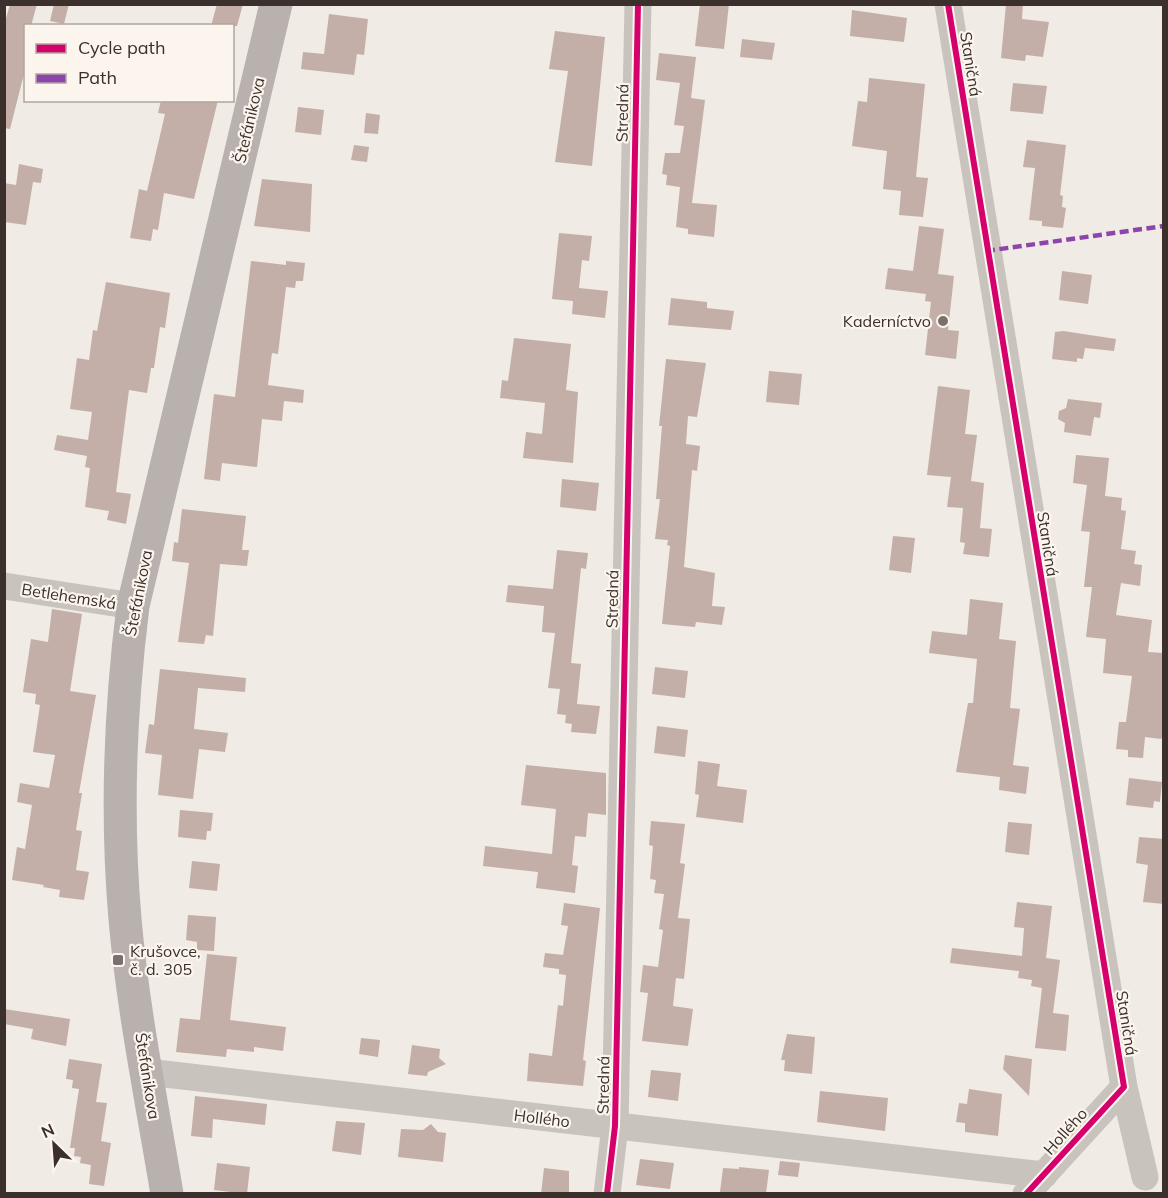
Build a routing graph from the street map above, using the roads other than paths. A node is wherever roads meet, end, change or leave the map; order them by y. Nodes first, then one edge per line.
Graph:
1 (276, 4) edge
2 (638, 4) edge
3 (948, 4) edge
4 (4, 586) edge
5 (133, 606) junction
6 (147, 1072) junction
7 (1124, 1087) junction
8 (615, 1126) junction
9 (1145, 1177) dead end
10 (1035, 1184) edge
11 (167, 1194) edge
12 (607, 1194) edge

1 - 5 main road, Štefánikova
2 - 8 street, Stredná
3 - 7 street, Staničná
4 - 5 street, Betlehemská
5 - 6 main road, Štefánikova
6 - 8 street, Hollého
6 - 11 main road, Štefánikova
7 - 9 street, Staničná
7 - 10 street, Hollého
8 - 10 street, Hollého
8 - 12 street, Stredná

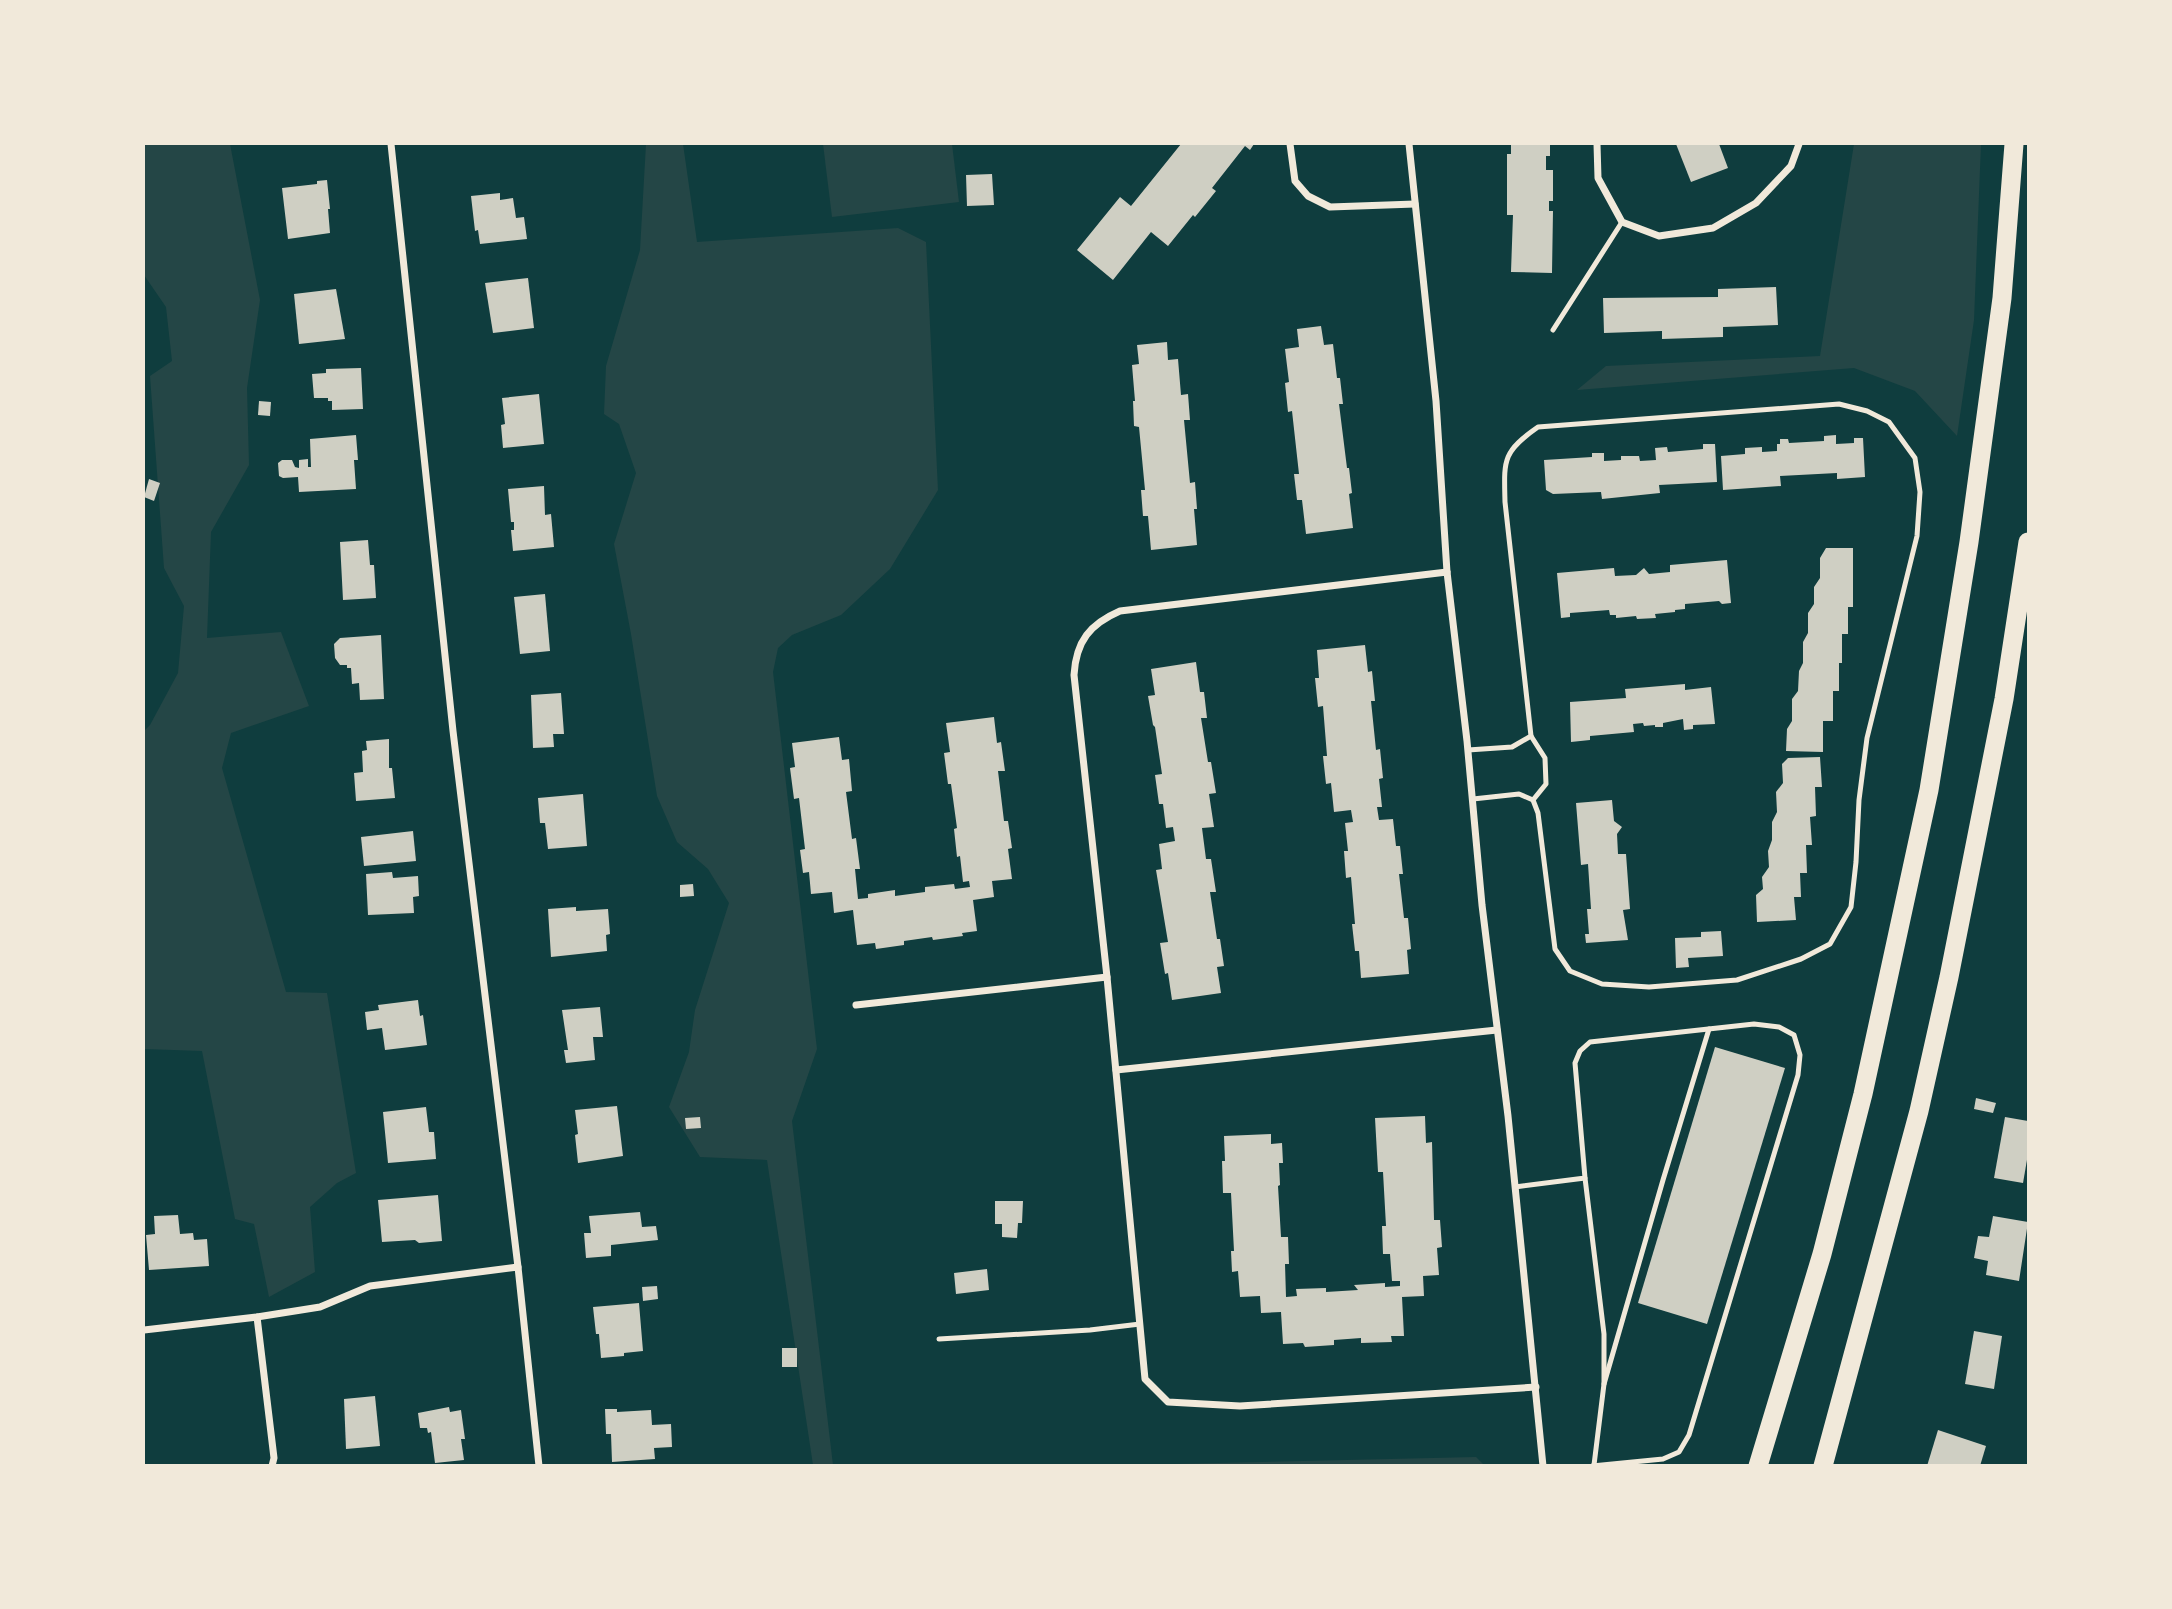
═══
Could the entries above be copied out exactly, with no pictures included?

Build a routing graph from the street map above, using the roads other than paths. A node is wherever roads meet, end, change or leave the map; order them by y. Nodes first, then one edge per line.
Graph:
1 (276, 4) edge
2 (638, 4) edge
3 (948, 4) edge
4 (4, 586) edge
5 (133, 606) junction
6 (147, 1072) junction
7 (1124, 1087) junction
8 (615, 1126) junction
9 (1145, 1177) dead end
10 (1035, 1184) edge
11 (167, 1194) edge
12 (607, 1194) edge

1 - 5 main road, Štefánikova
2 - 8 street, Stredná
3 - 7 street, Staničná
4 - 5 street, Betlehemská
5 - 6 main road, Štefánikova
6 - 8 street, Hollého
6 - 11 main road, Štefánikova
7 - 9 street, Staničná
7 - 10 street, Hollého
8 - 10 street, Hollého
8 - 12 street, Stredná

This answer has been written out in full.